(RECORD SET Opens)

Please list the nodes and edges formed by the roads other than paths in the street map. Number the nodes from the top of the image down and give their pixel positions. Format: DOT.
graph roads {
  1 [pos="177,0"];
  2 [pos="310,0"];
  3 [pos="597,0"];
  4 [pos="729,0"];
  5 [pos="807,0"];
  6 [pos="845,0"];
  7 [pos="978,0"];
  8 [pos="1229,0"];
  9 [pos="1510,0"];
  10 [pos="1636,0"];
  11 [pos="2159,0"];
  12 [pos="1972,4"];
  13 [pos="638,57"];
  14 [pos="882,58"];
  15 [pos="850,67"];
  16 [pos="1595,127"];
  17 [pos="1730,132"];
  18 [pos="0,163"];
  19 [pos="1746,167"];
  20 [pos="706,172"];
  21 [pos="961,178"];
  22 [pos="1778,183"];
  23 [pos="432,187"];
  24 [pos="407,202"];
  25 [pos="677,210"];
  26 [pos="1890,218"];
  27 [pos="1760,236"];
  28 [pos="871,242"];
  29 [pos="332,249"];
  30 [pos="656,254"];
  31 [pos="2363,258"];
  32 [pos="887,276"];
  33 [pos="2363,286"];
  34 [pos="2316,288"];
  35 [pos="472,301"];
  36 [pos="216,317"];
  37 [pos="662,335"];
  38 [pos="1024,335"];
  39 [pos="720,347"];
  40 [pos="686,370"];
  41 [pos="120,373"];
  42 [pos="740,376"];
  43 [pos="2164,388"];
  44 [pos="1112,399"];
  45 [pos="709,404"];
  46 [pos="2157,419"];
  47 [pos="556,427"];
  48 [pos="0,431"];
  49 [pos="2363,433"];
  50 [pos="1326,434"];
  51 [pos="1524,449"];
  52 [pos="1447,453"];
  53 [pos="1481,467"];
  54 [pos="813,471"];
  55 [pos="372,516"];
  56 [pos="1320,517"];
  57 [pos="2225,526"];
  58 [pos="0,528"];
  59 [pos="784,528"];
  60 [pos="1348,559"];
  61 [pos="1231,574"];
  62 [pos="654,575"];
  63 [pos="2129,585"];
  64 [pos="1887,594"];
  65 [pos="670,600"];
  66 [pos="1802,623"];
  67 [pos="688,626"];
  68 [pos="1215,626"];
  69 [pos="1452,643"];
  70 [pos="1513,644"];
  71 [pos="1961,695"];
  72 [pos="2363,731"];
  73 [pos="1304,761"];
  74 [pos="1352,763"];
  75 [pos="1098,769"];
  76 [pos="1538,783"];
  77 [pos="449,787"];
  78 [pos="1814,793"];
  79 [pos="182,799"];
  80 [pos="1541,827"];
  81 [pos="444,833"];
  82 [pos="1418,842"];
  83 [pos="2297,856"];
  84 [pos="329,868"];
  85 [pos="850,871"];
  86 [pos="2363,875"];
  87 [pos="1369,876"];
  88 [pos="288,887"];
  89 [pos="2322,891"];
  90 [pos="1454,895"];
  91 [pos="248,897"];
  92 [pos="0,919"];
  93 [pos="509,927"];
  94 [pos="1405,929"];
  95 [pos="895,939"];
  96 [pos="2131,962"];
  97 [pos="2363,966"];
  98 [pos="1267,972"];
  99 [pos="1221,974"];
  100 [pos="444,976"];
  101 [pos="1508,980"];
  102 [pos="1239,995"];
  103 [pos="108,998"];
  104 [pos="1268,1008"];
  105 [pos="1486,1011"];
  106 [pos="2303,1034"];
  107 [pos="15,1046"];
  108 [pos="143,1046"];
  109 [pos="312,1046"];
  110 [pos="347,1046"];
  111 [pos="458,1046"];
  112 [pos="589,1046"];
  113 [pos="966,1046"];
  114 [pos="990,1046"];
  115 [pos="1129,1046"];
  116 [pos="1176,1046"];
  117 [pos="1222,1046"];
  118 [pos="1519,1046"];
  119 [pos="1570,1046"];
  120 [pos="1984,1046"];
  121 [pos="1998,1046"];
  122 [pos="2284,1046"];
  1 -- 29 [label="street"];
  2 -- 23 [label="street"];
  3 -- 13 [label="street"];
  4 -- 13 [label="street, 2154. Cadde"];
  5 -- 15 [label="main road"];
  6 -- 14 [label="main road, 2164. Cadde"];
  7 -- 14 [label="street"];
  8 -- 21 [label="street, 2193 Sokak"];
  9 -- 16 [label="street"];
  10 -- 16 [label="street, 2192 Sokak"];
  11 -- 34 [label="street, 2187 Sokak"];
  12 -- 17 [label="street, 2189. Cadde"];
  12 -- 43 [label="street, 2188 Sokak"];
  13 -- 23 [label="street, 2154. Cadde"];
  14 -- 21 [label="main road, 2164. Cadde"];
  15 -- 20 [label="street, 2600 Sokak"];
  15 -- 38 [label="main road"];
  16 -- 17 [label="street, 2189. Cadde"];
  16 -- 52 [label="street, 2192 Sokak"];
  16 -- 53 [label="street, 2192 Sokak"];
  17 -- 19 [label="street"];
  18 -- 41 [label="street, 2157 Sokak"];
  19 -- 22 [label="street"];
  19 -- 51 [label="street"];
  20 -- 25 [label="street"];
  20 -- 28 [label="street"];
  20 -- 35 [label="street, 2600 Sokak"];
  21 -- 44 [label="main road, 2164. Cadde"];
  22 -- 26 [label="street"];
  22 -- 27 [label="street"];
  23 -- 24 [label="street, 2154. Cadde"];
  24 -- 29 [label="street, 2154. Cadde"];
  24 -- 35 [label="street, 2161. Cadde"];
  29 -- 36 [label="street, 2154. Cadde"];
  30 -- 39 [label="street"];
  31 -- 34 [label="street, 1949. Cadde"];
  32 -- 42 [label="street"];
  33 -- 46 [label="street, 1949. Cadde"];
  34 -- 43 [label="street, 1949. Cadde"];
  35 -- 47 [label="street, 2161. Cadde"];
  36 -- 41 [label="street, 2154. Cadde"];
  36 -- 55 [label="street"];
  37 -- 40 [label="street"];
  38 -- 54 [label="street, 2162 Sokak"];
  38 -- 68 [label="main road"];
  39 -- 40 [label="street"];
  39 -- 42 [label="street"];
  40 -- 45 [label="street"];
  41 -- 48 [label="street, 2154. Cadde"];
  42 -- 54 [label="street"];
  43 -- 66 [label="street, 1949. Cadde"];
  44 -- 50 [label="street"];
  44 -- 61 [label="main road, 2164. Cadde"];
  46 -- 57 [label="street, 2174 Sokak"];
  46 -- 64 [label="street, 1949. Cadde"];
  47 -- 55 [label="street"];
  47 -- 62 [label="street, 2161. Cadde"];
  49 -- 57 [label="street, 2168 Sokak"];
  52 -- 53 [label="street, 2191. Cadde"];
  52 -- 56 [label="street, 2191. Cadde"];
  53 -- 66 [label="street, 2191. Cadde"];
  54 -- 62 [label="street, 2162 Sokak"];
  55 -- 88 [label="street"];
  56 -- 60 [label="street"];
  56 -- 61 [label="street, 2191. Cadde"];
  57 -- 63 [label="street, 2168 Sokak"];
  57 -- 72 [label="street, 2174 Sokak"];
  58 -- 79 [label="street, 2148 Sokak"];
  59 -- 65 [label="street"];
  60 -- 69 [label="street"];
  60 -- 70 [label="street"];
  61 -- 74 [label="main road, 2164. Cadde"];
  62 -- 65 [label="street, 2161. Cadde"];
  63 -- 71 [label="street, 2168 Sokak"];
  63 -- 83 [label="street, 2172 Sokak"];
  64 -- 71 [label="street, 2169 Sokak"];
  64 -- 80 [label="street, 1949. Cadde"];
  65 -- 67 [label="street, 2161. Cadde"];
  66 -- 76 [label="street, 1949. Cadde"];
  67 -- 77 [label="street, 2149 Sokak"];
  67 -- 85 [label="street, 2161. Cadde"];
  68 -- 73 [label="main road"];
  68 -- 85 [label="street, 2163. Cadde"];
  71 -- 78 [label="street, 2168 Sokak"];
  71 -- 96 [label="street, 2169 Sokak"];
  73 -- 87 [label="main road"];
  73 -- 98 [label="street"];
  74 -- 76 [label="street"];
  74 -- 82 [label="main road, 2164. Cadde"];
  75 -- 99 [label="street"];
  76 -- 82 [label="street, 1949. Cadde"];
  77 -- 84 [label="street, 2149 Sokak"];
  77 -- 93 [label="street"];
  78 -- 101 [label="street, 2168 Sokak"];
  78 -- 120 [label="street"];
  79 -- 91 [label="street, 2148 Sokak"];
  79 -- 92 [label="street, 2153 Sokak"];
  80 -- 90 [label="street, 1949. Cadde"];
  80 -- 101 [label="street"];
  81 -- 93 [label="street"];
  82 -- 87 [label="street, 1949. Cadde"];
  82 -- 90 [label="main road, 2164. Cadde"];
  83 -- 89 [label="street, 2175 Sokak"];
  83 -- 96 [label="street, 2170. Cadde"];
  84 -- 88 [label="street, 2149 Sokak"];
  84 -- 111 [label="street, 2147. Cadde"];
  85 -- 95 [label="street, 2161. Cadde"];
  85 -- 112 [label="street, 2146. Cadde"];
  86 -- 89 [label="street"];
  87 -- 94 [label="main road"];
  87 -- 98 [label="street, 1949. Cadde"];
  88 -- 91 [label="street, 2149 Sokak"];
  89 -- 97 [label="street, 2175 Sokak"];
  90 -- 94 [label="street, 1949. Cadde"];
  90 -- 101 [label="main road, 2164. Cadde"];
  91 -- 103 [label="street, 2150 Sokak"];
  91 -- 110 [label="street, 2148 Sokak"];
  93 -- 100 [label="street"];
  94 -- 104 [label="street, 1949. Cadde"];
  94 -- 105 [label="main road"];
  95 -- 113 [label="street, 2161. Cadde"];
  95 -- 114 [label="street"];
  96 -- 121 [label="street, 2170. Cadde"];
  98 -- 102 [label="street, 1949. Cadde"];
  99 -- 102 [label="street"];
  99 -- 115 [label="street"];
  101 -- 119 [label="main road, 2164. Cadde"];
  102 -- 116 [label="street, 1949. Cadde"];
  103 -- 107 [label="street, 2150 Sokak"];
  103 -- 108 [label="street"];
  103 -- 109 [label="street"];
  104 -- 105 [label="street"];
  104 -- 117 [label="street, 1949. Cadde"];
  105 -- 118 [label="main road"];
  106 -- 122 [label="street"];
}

(RECORD SET Closes)

__WORK ITEM__: Select all lines in the listing that include the word "roads".

__RESPONSE TO THIS TASK__:
Please list the nodes and edges formed by the roads other than paths in the street map. Number the nodes from the top of the image down and give their pixel positions. Format: DOT.
graph roads {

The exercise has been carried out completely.